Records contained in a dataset
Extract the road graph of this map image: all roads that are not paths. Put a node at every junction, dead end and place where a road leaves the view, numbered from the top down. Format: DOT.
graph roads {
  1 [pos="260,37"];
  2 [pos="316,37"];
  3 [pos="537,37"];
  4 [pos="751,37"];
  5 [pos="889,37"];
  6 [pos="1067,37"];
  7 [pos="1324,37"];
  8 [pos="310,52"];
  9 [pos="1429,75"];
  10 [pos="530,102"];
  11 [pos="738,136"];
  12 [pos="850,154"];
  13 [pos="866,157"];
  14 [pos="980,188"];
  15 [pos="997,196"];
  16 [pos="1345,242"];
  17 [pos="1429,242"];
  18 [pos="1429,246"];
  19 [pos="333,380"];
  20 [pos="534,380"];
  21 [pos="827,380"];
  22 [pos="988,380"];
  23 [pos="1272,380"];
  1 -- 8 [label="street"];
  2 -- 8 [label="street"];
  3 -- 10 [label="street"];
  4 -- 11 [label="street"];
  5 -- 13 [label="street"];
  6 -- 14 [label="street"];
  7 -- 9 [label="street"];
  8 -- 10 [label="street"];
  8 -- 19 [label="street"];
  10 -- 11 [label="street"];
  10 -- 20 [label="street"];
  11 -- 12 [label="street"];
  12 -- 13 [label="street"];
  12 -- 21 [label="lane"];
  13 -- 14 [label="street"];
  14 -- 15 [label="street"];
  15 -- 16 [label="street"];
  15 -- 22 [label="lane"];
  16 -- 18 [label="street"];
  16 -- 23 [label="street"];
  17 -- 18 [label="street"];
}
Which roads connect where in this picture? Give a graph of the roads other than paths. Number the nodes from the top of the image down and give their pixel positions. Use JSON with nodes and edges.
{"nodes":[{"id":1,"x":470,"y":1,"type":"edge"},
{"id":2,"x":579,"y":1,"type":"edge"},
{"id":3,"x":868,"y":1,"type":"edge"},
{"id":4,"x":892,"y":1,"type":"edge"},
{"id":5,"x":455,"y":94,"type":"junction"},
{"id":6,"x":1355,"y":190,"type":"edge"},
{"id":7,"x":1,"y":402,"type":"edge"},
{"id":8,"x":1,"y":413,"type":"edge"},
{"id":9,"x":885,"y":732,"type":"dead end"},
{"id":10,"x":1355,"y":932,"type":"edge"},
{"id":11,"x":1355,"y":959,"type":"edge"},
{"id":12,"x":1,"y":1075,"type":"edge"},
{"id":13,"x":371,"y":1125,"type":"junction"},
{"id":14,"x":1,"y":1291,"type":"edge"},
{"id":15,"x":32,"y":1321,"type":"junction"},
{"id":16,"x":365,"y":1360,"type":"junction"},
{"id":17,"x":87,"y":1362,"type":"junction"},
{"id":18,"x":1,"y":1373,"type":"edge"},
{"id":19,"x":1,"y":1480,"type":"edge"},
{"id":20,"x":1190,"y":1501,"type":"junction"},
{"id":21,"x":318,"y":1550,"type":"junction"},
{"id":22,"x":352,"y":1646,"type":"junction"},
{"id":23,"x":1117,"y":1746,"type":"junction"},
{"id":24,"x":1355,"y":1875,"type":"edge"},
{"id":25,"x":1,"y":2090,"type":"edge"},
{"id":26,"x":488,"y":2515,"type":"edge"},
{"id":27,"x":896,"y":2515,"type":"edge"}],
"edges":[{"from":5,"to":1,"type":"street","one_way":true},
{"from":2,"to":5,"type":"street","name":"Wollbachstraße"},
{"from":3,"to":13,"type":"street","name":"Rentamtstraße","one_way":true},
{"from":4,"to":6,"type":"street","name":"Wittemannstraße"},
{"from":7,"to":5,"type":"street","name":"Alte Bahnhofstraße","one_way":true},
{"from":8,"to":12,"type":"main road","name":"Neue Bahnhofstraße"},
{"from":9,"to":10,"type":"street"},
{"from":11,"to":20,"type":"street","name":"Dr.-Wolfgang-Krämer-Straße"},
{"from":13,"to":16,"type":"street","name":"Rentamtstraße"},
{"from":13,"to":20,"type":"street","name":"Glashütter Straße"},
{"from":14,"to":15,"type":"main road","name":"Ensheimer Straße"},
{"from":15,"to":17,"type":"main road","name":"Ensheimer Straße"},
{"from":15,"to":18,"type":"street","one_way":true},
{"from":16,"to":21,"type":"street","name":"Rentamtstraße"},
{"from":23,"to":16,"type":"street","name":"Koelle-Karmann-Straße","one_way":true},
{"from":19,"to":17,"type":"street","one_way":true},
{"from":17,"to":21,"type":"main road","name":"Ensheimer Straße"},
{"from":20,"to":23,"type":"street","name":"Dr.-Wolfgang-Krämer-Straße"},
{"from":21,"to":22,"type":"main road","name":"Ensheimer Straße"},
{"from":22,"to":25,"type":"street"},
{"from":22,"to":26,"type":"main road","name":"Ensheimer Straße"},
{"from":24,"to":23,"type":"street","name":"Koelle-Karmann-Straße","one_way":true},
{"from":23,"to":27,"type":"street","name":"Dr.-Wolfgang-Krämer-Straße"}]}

WHAT TO DO — Only the lines containing the word "Krämer" should be returned from the data above.

OUTPUT OF THE TASK —
{"from":11,"to":20,"type":"street","name":"Dr.-Wolfgang-Krämer-Straße"},
{"from":20,"to":23,"type":"street","name":"Dr.-Wolfgang-Krämer-Straße"},
{"from":23,"to":27,"type":"street","name":"Dr.-Wolfgang-Krämer-Straße"}]}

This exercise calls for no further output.